■ WHAT THE TASK ASKS: Please copy each line of the records below that includes the word "ring".
++++ GIVEN INFORMATION
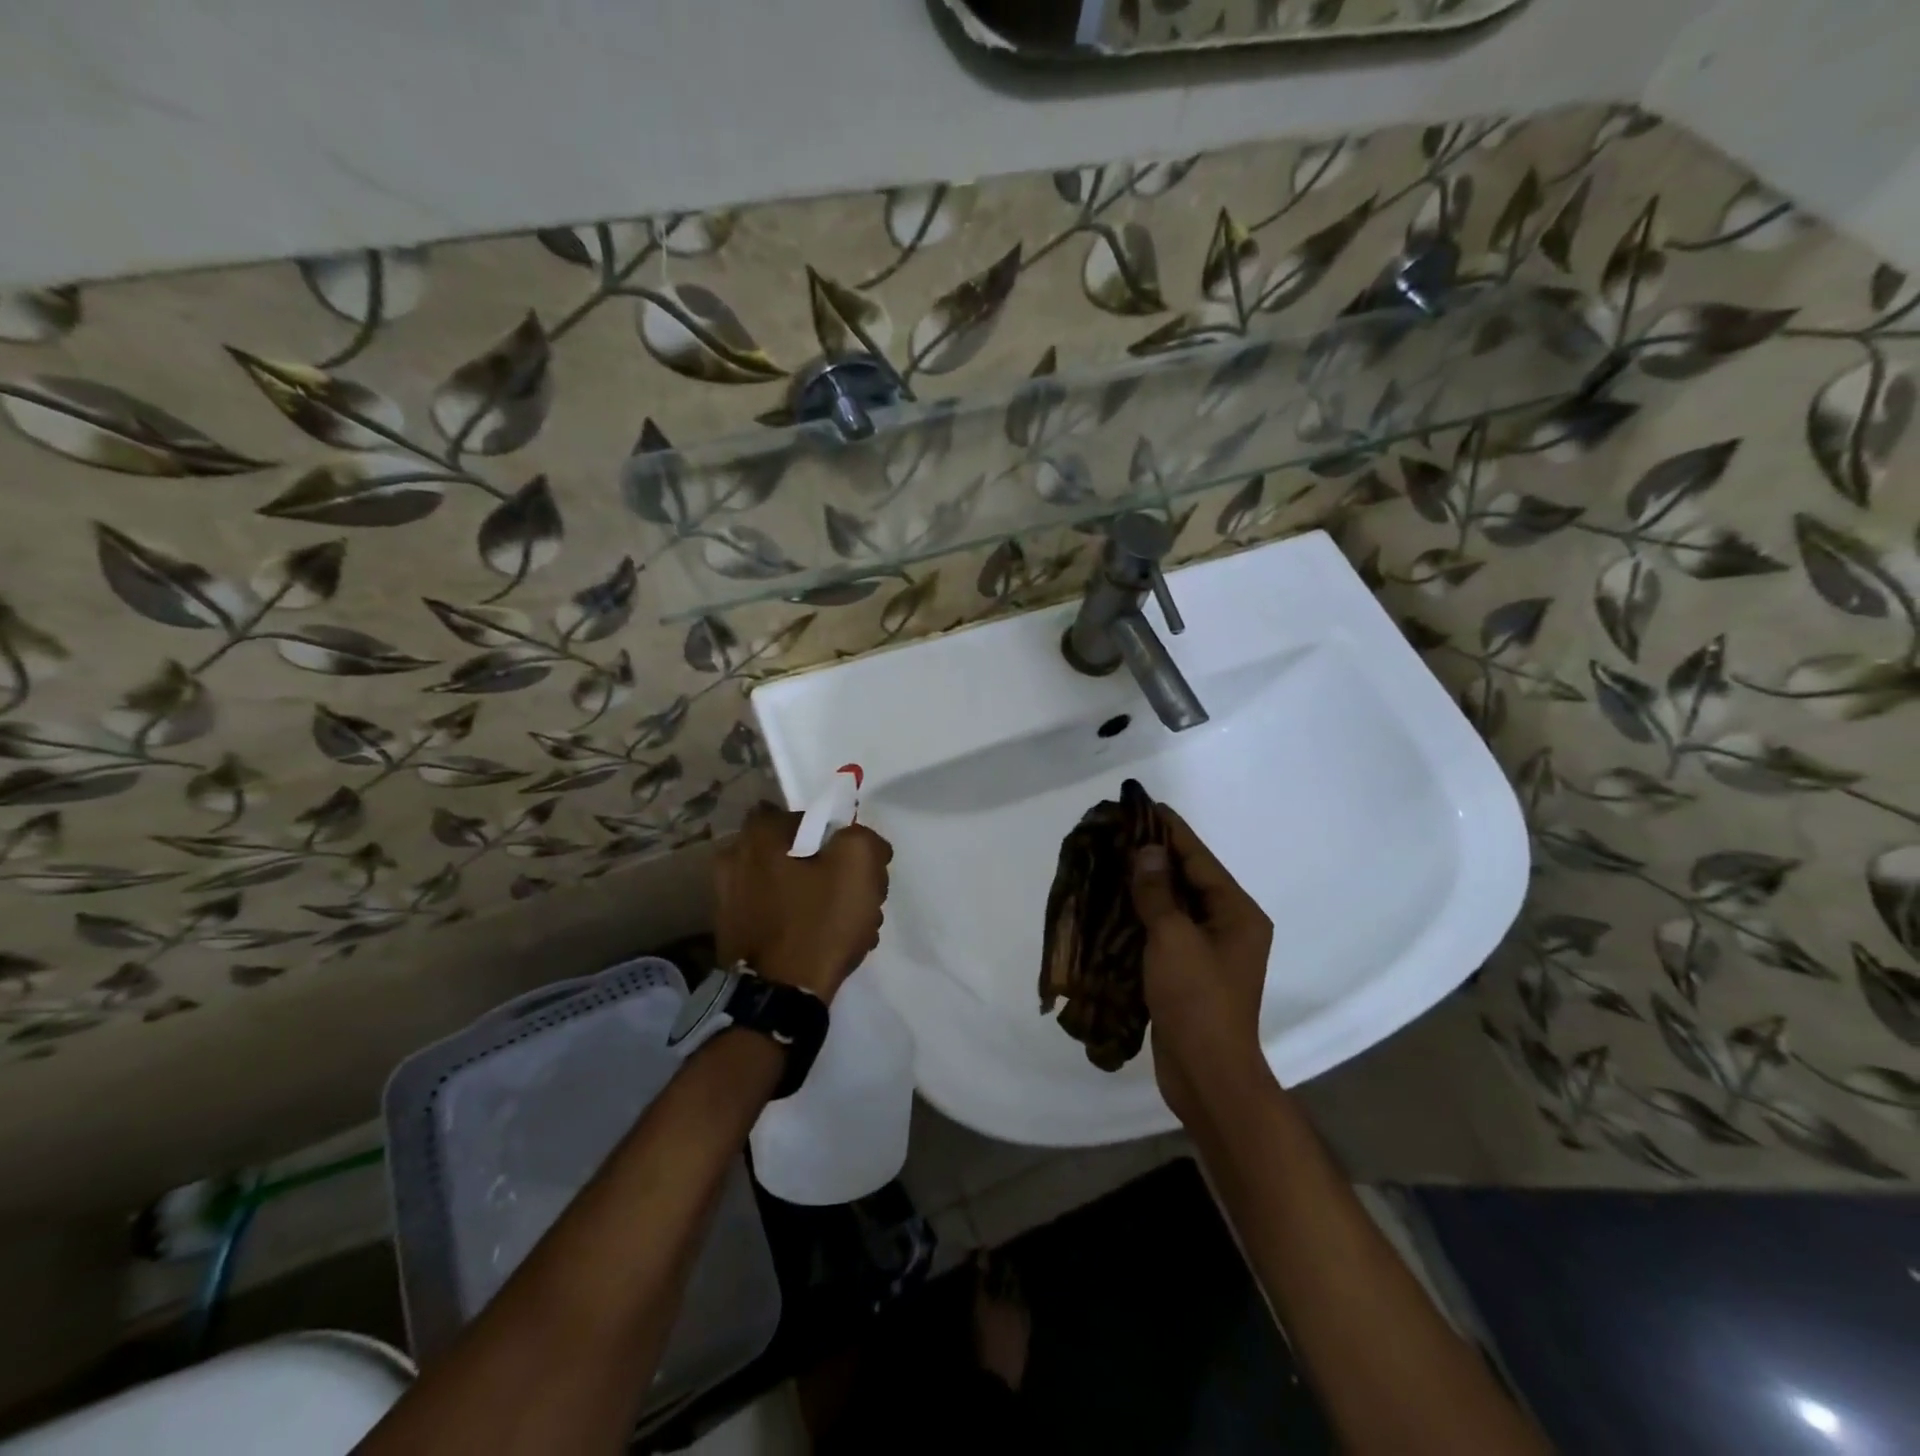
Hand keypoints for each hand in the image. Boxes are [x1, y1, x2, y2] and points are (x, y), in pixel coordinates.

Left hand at [714, 804, 892, 1003]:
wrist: (777, 999)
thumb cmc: (817, 923)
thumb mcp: (858, 866)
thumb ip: (864, 839)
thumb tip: (860, 843)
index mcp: (758, 835)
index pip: (807, 816)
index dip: (836, 835)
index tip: (853, 862)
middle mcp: (733, 859)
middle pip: (799, 853)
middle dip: (830, 871)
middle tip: (855, 897)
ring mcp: (728, 900)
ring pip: (791, 886)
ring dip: (819, 899)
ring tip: (846, 928)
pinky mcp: (733, 934)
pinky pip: (777, 916)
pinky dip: (800, 924)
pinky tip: (823, 945)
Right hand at [1129, 806, 1274, 1125]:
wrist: (1207, 1075)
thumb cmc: (1197, 1000)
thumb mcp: (1174, 938)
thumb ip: (1158, 892)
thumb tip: (1147, 851)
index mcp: (1237, 913)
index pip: (1200, 858)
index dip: (1170, 830)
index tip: (1143, 805)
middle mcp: (1229, 926)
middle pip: (1189, 878)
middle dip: (1154, 854)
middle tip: (1118, 830)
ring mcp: (1210, 950)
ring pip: (1174, 904)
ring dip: (1146, 884)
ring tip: (1111, 858)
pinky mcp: (1189, 970)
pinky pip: (1166, 929)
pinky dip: (1143, 914)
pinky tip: (1115, 902)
++++++++
■ SOLUTION TO THIS TASK:
ring mcp: (728, 900)
ring pip: (791, 886)
ring dip: (819, 899)
ring tip: (846, 928)
ring mcp: (1210, 950)
ring pip: (1174, 904)
ring dip: (1146, 884)
ring tip: (1111, 858)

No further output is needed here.